I’d been hearing whispers of the wonders of Asheville for a few years: a liberally minded and creative enclave in North Carolina, nestled in the Blue Ridge Mountains and on the edge of the famous parkway. I was promised glorious nature, excellent food, an exciting craft beer scene and creativity galore – and it was city that over delivered on every count. Within a few days of visiting during our Southern USA road trip, Steve and I were smitten. It’s the kind of place I wish I could transplant all my family and friends, so we could all live there together.
Here are 25 reasons we loved it so, including some of the best things to do in Asheville, North Carolina.
The Best Things to do in Asheville, NC
Map of the best things to do in Asheville
How to use this map
Here’s a map of all the best Asheville highlights. The different Asheville attractions are colour coded, plus you can turn different sections on and off by clicking the top left-hand corner. Click on the icons to see the name of each place. To save the map to your own Google maps account, click the star next to the map’s name at the top – that way you’ll have all the best Asheville sights saved on your phone for easy exploring while there.
31 reasons to love Asheville, North Carolina
1. It’s filled with amazing bookshops
The town is a heaven for indy bookshop lovers. It even includes one that doubles as a champagne bar (Battery Park Book Exchange & Champagne Bar) and another (Firestorm Books) connected to a gorgeous plant shop and café.
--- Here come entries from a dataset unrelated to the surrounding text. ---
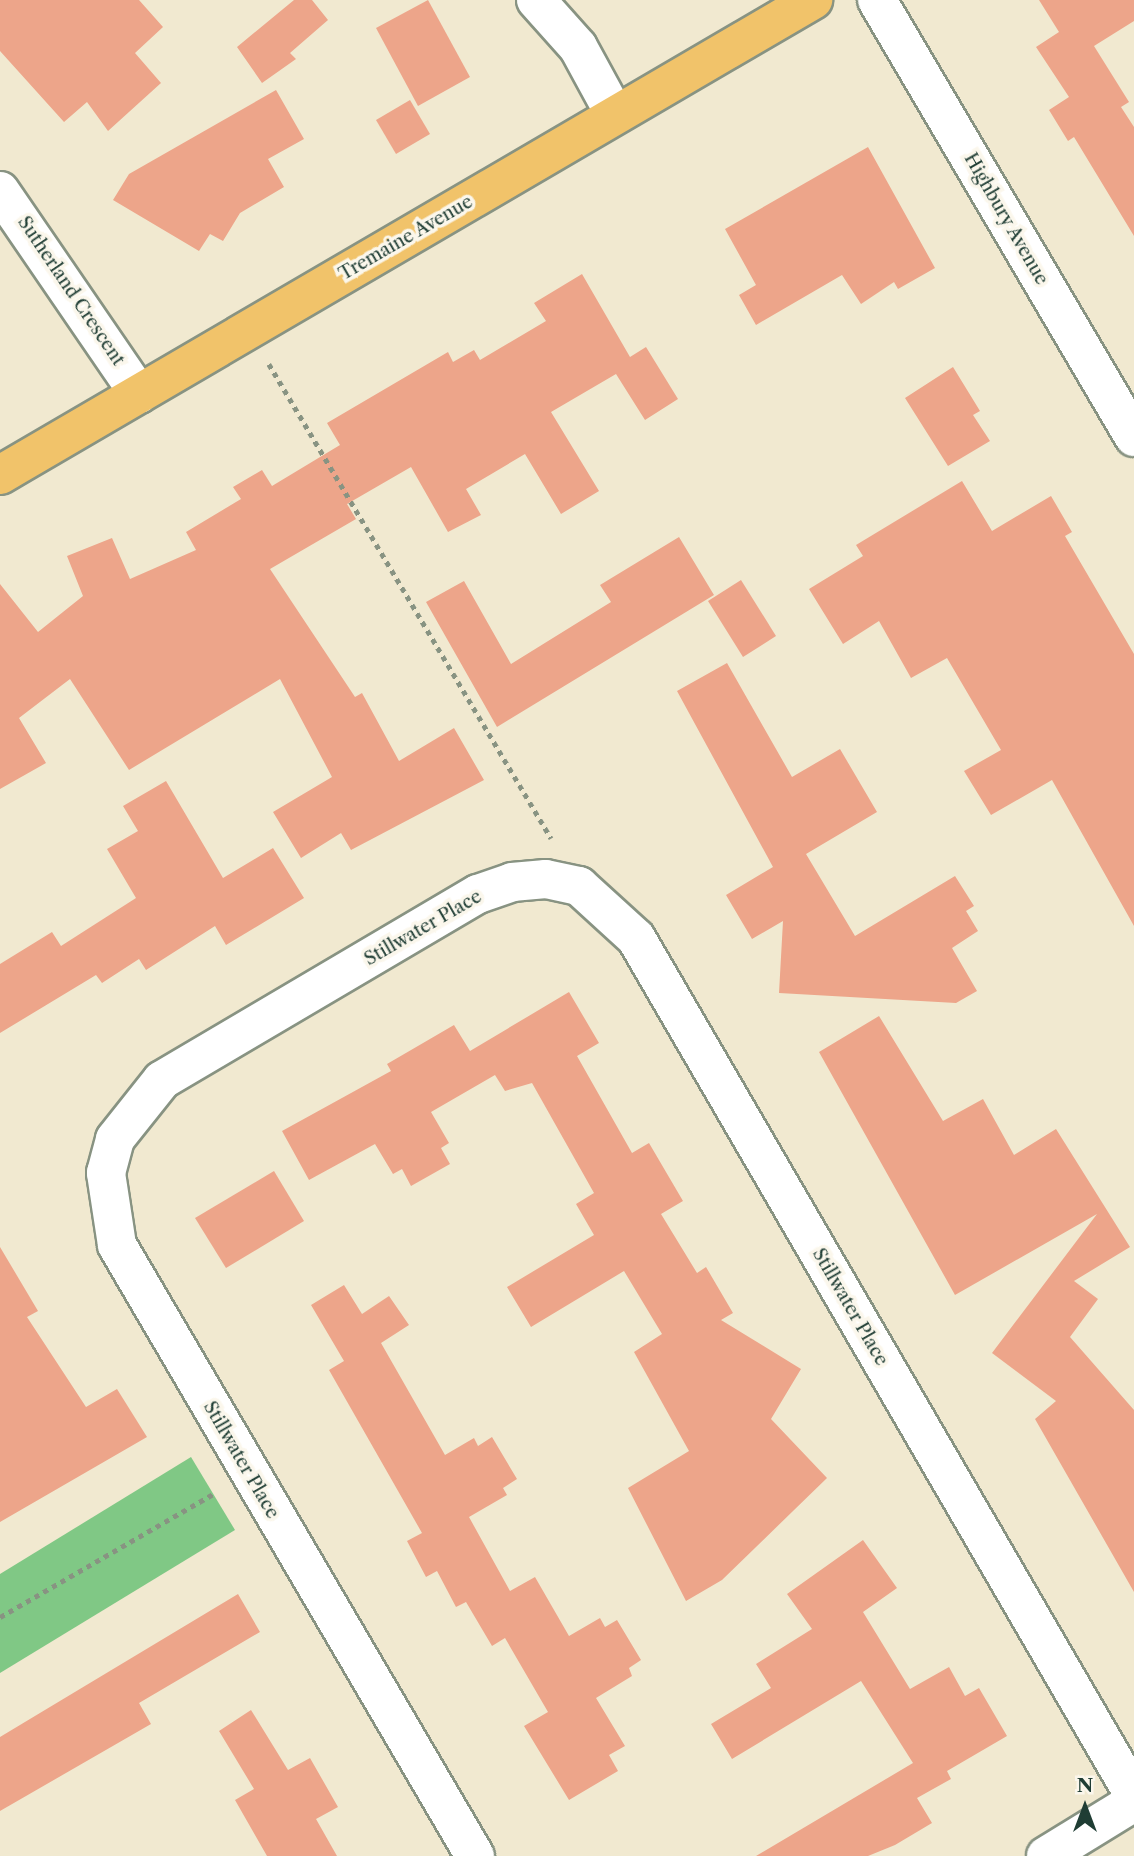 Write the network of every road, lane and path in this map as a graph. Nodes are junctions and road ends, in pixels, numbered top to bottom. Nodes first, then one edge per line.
1 (536, 0) edge
2 (813, 0) edge
3 (877, 0) edge
4 (615, 115) junction
5 (0, 191) edge
6 (249, 330) junction
7 (139, 394) junction
8 (1134, 438) edge
9 (0, 475) edge
10 (579, 886) junction
11 (248, 1474) junction
12 (0, 1617) edge
13 (1134, 1796) edge
14 (1134, 1802) edge
15 (475, 1856) edge
16 (1046, 1856) edge

1 - 4 street
2 - 4 main road, Tremaine Avenue
3 - 8 street, Highbury Avenue
4 - 6 main road, Tremaine Avenue
5 - 7 street, Sutherland Crescent
6 - 7 main road, Tremaine Avenue
6 - 10 path
7 - 9 main road, Tremaine Avenue
10 - 11 street, Stillwater Place
10 - 13 street, Stillwater Place
11 - 12 path
11 - 15 street, Stillwater Place
14 - 16 street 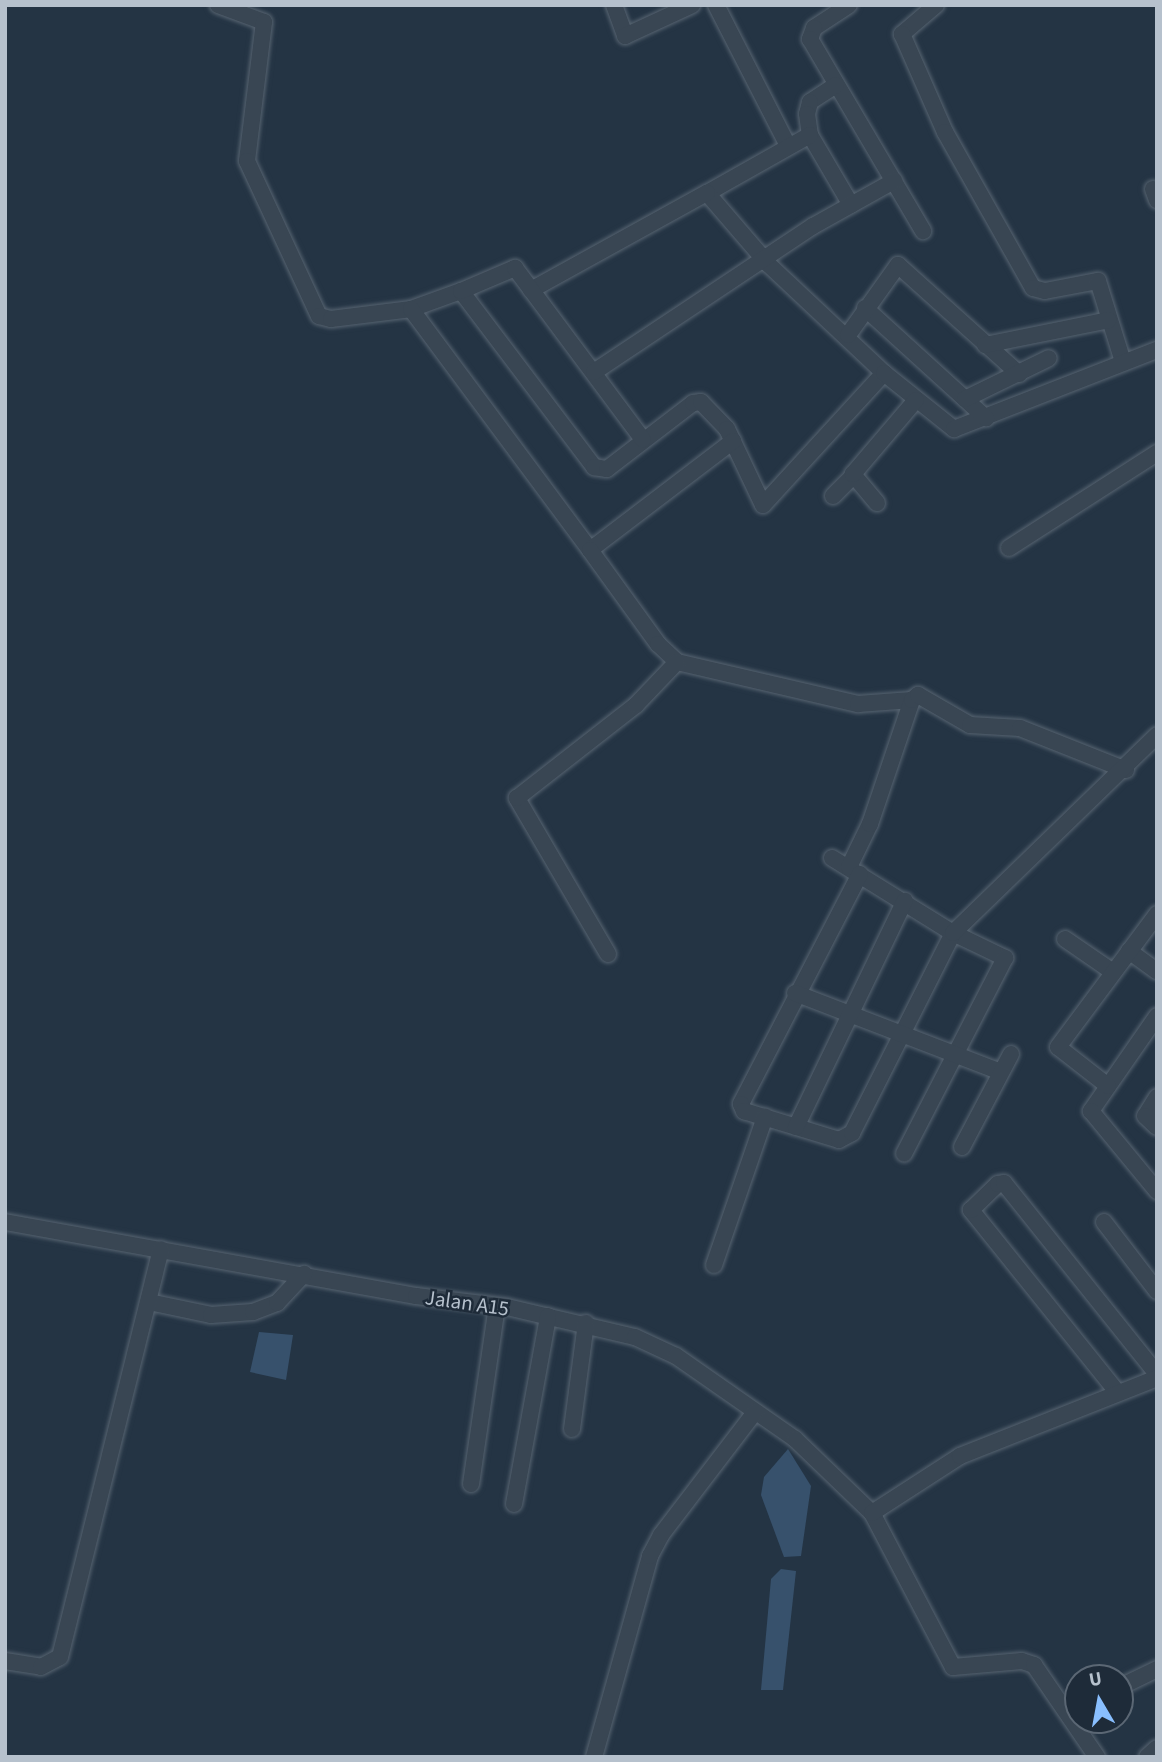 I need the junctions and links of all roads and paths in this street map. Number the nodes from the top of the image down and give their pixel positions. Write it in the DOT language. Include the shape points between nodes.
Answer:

In two of the shops (Malaprops Bookstore and Downtown Books), they do a thing called Book Blind Date where you choose a book in a paper bag based on just a few words written on the front. And another one worth a mention is the used bookstore, Captain’s Bookshelf.
2. It has the best pies in the world
The Baked Pie Company may just be the world’s best pie shop. You can order a flight of three different pies, so you get to try different flavours. Despite this, it took me a good 15 minutes to decide which ones to get! The shop is also ridiculously cute and the staff super friendly – it basically lived up to all my small-town southern charm dreams. And to top that off, they have a suitcase of stuffed toys, which they let kids pick from to take one home. Otis chose a bear wearing a Harvard jumper, which has becomes one of his favourites (although it does make us look like ultimate tiger parents!).
3. It’s right next to the Blue Ridge Parkway
Driving the Blue Ridge Parkway was one of the highlights of our Southern USA road trip. It’s 469 miles of scenic roads, connecting the Shenandoah National Park in the East and the Great Smoky Mountains National Park in the West. Asheville is just off the parkway, so you can include it as part of a Blue Ridge Parkway itinerary or take day trips in either direction.
4. The people are super lovely
I’m a bit biased because as a liberal, arts-loving person, Asheville is filled with my kind of people, but I think you’d be hard pressed to say that the people here aren’t super darn lovely – expect lots of smiles, plaid shirts, craft beer fans, hippies and artists. We loved it.
5. You’re spoilt for choice for amazing food and drinks.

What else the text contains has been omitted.